The Fiesta de las Cruces (“Festival of the Crosses”) or Cruz de Mayo (“May Cross”) is a holiday celebrated on the 3rd of May in many parts of Spain and Hispanic America.
In Mexico, the celebration of the Holy Cross began at the dawn of the 16th century, when captain Juan de Grijalva gave the name Isla de la Santa Cruz to the island now known as Cozumel, Quintana Roo. The holiday is celebrated in Mexico mainly by guilds and unions involved in construction. A cross adorned with flowers and paper is placed in a high position on a building in the process of construction. The workers then celebrate with local cuisine and alcoholic beverages such as tequila, mezcal, and local beer.
Originally, May 3 The Day of the Discovery of the Holy Cross (El día de la Santa Cruz) and since the construction workers had long been celebrating this day as their special feast day, it remains and is now more commonly known as El Dia del albañil (Bricklayers’ day).
This Mexican tradition began with the Spanish churches built in the 1500’s. On the Day of the Holy Cross, a cross, imagine that, was set at the top of the church and workers were given food and drink as a reward for a job well done. The workers burned copal (incense), and fireworks were set off to frighten away any evil spirits from the holy ground.
Construction workers now celebrate this day with an early morning mass then set out to their job sites to launch cohetes (rockets) and put a brightly decorated cross at the top of any partially finished project.
Religiously, the festival is rooted in the search by the Byzantine Empress Saint Helena for the cross on which Jesus died, but the popular traditions connected to the festival certainly originate from pagan traditions brought to Spain by the Roman Empire.
The legend is that Emperor Constantine 1, in the sixth year of his reign, confronted the barbarians on the banks of the Danube, in a battle where victory was believed to be impossible because of the great size of the enemy army. One night, Constantine had a vision of a cross in the sky, and by it the words “In hoc signo vincis” (With this sign, you shall be victorious).
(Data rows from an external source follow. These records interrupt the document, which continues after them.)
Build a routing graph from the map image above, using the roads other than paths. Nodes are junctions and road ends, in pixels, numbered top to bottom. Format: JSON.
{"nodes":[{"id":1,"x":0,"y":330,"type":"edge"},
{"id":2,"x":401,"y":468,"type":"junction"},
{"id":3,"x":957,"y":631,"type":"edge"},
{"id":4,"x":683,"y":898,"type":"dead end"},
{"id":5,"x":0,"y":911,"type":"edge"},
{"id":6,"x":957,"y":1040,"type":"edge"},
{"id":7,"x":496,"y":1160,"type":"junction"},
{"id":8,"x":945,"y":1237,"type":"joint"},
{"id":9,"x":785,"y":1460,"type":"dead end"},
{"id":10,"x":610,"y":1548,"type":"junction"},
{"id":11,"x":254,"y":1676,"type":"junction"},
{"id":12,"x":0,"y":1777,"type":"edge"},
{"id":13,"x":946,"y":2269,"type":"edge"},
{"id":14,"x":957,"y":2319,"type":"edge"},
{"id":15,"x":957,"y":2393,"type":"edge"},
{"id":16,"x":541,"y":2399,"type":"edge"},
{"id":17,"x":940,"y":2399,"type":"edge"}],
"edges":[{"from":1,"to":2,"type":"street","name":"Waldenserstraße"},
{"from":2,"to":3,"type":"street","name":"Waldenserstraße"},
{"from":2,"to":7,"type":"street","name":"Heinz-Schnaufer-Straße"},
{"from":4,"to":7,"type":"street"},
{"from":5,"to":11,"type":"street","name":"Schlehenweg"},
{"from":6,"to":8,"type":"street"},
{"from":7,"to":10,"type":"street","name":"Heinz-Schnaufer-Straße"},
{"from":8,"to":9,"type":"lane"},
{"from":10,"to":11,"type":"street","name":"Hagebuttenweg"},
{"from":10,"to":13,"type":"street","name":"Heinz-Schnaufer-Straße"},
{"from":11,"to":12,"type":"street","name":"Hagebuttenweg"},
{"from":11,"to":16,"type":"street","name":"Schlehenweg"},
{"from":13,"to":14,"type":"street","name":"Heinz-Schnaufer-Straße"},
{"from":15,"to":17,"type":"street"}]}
Before the Conquest, Mesoamerican natives related the cross to the cardinal directions of the north, south, east, and west cosmography that graphically formed the cross. With the arrival of the Spaniards, this evocation was eradicated and replaced by the religious symbolism of the Holy Cross. Since then, the celebration of this festival was established with the construction of houses, churches, convents, and other buildings with indigenous labor.